- [Work instruction]:
Return each record exactly as it appears, so that nothing is dropped or altered.

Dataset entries
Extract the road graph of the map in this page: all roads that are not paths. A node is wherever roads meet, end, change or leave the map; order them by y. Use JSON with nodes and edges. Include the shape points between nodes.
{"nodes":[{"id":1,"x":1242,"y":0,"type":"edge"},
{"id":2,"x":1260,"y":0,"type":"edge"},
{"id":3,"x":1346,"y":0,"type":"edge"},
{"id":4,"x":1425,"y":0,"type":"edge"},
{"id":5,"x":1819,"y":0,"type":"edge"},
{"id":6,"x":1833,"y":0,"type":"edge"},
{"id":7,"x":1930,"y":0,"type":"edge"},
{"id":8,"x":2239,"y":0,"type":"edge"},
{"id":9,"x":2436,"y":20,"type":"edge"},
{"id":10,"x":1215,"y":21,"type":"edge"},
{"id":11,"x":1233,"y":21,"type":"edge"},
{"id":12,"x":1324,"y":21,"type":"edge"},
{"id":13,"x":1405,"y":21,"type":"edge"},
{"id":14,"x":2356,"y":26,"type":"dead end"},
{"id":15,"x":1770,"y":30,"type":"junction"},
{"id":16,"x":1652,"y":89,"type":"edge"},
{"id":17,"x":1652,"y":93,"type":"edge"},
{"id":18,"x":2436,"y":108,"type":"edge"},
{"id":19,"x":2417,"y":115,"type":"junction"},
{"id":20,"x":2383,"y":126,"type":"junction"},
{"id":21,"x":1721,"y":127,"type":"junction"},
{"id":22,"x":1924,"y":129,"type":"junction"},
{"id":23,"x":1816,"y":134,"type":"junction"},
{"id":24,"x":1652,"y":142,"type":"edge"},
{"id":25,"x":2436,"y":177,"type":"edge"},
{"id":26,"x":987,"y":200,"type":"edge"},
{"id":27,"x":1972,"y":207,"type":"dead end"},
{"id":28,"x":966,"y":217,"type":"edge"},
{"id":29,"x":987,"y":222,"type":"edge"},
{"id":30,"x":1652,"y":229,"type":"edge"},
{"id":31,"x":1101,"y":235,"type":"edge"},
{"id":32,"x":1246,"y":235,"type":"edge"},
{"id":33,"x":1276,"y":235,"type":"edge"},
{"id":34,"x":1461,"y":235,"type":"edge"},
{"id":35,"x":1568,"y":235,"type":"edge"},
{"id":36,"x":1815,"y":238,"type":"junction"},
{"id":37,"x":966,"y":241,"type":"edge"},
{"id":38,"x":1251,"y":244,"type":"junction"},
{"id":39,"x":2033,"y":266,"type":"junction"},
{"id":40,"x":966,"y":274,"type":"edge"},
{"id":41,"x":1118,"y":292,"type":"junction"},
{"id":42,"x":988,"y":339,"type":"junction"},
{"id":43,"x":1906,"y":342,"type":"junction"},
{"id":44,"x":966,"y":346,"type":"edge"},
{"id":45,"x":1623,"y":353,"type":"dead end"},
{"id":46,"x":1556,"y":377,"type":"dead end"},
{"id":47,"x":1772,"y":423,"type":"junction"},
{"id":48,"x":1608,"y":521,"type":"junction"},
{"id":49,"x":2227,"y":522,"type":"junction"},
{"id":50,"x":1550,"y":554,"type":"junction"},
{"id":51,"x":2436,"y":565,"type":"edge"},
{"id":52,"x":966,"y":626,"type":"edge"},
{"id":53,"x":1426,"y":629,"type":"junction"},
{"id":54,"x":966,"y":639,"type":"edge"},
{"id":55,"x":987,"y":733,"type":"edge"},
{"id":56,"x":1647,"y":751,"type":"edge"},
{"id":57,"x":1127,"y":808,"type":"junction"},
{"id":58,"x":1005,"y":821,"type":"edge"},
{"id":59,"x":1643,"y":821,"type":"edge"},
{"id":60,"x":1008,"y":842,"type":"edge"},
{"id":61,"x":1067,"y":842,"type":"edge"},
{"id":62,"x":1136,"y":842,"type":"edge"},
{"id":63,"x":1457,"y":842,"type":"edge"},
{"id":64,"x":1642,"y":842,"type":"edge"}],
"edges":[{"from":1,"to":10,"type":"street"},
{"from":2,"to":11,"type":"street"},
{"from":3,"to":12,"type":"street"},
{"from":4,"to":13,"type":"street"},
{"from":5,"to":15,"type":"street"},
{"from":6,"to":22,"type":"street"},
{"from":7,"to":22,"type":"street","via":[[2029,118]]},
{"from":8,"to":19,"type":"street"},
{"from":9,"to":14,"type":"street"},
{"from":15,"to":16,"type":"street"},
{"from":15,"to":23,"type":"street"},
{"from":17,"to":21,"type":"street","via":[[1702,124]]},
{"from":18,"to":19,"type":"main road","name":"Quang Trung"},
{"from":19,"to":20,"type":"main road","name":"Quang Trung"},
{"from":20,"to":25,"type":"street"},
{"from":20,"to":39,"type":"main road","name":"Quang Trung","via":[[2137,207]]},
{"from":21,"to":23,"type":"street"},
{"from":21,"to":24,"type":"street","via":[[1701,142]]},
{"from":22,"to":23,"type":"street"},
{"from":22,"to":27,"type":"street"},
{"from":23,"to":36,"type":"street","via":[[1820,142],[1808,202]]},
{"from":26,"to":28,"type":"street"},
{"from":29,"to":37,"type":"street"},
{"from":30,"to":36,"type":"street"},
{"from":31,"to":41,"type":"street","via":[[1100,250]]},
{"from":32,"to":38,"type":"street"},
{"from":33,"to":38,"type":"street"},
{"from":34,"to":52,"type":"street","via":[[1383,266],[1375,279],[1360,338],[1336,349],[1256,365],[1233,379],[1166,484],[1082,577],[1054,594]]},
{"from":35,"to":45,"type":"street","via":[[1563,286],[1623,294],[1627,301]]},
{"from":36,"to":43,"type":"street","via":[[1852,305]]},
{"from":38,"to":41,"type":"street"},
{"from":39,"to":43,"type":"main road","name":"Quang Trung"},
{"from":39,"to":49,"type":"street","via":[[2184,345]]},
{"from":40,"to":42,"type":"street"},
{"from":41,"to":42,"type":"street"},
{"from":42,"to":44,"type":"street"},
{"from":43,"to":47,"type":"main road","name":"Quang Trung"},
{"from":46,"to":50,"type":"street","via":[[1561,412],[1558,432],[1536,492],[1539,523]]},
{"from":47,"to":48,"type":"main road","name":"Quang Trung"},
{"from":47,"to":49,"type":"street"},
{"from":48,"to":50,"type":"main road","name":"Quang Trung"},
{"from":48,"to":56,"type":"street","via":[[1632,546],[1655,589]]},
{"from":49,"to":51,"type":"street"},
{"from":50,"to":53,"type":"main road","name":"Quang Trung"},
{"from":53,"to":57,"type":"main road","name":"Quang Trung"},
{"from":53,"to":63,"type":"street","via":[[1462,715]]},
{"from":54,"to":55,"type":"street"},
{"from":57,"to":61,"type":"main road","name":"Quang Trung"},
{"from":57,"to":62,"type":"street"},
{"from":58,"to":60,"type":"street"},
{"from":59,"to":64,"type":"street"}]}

- [Reply]:
Extract the road graph of the map in this page: all roads that are not paths. A node is wherever roads meet, end, change or leave the map; order them by y. Use JSON with nodes and edges. Include the shape points between nodes.
{"nodes":[{"id":1,"x":1242,"y":0,"type":"edge"},
{"id":2,"x":1260,"y":0,"type":"edge"},
{"id":3,"x":1346,"y":0,"type":"edge"},
{"id":4,"x":1425,"y":0,"type":"edge"},
{"id":5,"x":1819,"y":0,"type":"edge"},
{"id":6,"x":1833,"y":0,"type":"edge"},
{"id":7,"x":1930,"y":0,"type":"edge"},
{"id":8,"x":2239,"y":0,"type":"edge"},
{"id":9,"x":2436,"y":20,"type":"edge"},
{"id":10,"x":1215,"y":21,"type":"edge"},
{"id":11,"x":1233,"y":21,"type":"edge"},
{"id":12,"x":1324,"y":21,"type":"edge"},
{"id":13,"x":1405,"y":21,"type":"edge"},
{"id":14,"x":2356,"y":26,"type":"dead end"},
{"id":15,"x":1770,"y":30,"type":"junction"},
{"id":16,"x":1652,"y":89,"type":"edge"},
{"id":17,"x":1652,"y":93,"type":"edge"},
{"id":18,"x":2436,"y":108,"type":"edge"},
{"id":19,"x":2417,"y":115,"type":"junction"},
{"id":20,"x":2383,"y":126,"type":"junction"},
{"id":21,"x":1721,"y":127,"type":"junction"},
{"id":22,"x":1924,"y":129,"type":"junction"},
{"id":23,"x":1816,"y":134,"type":"junction"},
{"id":24,"x":1652,"y":142,"type":"edge"},
{"id":25,"x":2436,"y":177,"type":"edge"},
{"id":26,"x":987,"y":200,"type":"edge"},
{"id":27,"x":1972,"y":207,"type":"dead end"},
{"id":28,"x":966,"y":217,"type":"edge"},
{"id":29,"x":987,"y":222,"type":"edge"},
{"id":30,"x":1652,"y":229,"type":"edge"},
{"id":31,"x":1101,"y":235,"type":"edge"},
{"id":32,"x":1246,"y":235,"type":"edge"},
{"id":33,"x":1276,"y":235,"type":"edge"},
{"id":34,"x":1461,"y":235,"type":"edge"},
{"id":35,"x":1568,"y":235,"type":"edge"},
{"id":36,"x":1815,"y":238,"type":"junction"},
{"id":37,"x":966,"y":241,"type":"edge"},
{"id":38,"x":1251,"y":244,"type":"junction"},
{"id":39,"x":2033,"y":266,"type":"junction"},
{"id":40,"x":966,"y":274,"type":"edge"},
{"id":41,"x":1118,"y":292,"type":"junction"},
{"id":42,"x":988,"y":339,"type":"junction"},
{"id":43,"x":1906,"y":342,"type":"junction"},
{"id":44,"x":966,"y":346,"type":"edge"},
{"id":45,"x":1623,"y":353,"type":"dead end"},
{"id":46,"x":1556,"y":377,"type":"dead end"},
{"id":47,"x":1772,"y":423,"type":"junction"},
{"id":48,"x":1608,"y":521,"type":"junction"},
{"id":49,"x":2227,"y":522,"type":"junction"},
{"id":50,"x":1550,"y":554,"type":"junction"},
{"id":51,"x":2436,"y":565,"type":"edge"},
{"id":52,"x":966,"y":626,"type":"edge"},
{"id":53,"x":1426,"y":629,"type":"junction"},
{"id":54,"x":966,"y":639,"type":"edge"},
{"id":55,"x":987,"y":733,"type":"edge"},
{"id":56,"x":1647,"y":751,"type":"edge"},
{"id":57,"x":1127,"y":808,"type":"junction"},
{"id":58,"x":1005,"y":821,"type":"edge"},
{"id":59,"x":1643,"y":821,"type":"edge"},
{"id":60,"x":1008,"y":842,"type":"edge"},
{"id":61,"x":1067,"y":842,"type":"edge"},
{"id":62,"x":1136,"y":842,"type":"edge"},
{"id":63,"x":1457,"y":842,"type":"edge"},
{"id":64,"x":1642,"y":842,"type":"edge"}],
"edges":[{"from":1,"to":10,"type":"street"},
{"from":2,"to":11,"type":"street"},
{"from":3,"to":12,"type":"street"},
{"from":4,"to":13,"type":"street"},
{"from":5,"to":15,"type":"street"},
{"from":6,"to":22,"type":"street"},
{"from":7,"to":22,"type":"street","via":[[2029,118]]},
{"from":8,"to":19,"type":"street"},
{"from":9,"to":14,"type":"street"},
{"from":15,"to":16,"type":"street"},
{"from":15,"to":23,"type":"street"},
{"from":17,"to":21,"type":"street","via":[[1702,124]]},
{"from":18,"to":19,"type":"main road","name":"Quang Trung"},
{"from":19,"to":20,"type":"main road","name":"Quang Trung"},
{"from":20,"to":25,"type":"street"},
{"from":20,"to":39,"type":"main road","name":"Quang Trung","via":[[2137,207]]},
{"from":21,"to":23,"type":"street"},
{"from":21,"to":24,"type":"street","via":[[1701,142]]},
{"from":22,"to":23,"type":"street"},
{"from":22,"to":27,"type":"street"},
{"from":23,"to":36,"type":"street","via":[[1820,142],[1808,202]]},
{"from":26,"to":28,"type":"street"},
{"from":29,"to":37,"type":"street"},
{"from":30,"to":36,"type":"street"},
{"from":31,"to":41,"type":"street","via":[[1100,250]]},
{"from":32,"to":38,"type":"street"},
{"from":33,"to":38,"type":"street"},
{"from":34,"to":52,"type":"street","via":[[1383,266],[1375,279],[1360,338],[1336,349],[1256,365],[1233,379],[1166,484],[1082,577],[1054,594]]},
{"from":35,"to":45,"type":"street","via":[[1563,286],[1623,294],[1627,301]]},
{"from":36,"to":43,"type":"street","via":[[1852,305]]},
{"from":38,"to":41,"type":"street"},
{"from":39,"to":43,"type":"main road","name":"Quang Trung"},
{"from":39,"to":49,"type":"street","via":[[2184,345]]},
{"from":40,"to":42,"type":"street"},
{"from":41,"to":42,"type":"street"},
{"from":42,"to":44,"type":"street"},
{"from":43,"to":47,"type":"main road","name":"Quang Trung"},
{"from":46,"to":50,"type":"street","via":[[1561,412],[1558,432],[1536,492],[1539,523]]},
{"from":47,"to":48,"type":"main road","name":"Quang Trung"},
{"from":47,"to":49,"type":"street"},
{"from":48,"to":50,"type":"main road","name":"Quang Trung"},
{"from":48,"to":56,"type":"street","via":[[1632,546],[1655,589]]},
{"from":49,"to":51,"type":"street"},
{"from":50,"to":53,"type":"main road","name":"Quang Trung"},
{"from":53,"to":57,"type":"main road","name":"Quang Trung"},
{"from":53,"to":63,"type":"street","via":[[1462,715]]},
{"from":54,"to":55,"type":"street"},
{"from":57,"to":61,"type":"main road","name":"Quang Trung"},
{"from":57,"to":62,"type":"street"},
{"from":58,"to":60,"type":"street"},
{"from":59,"to":64,"type":"street"}]}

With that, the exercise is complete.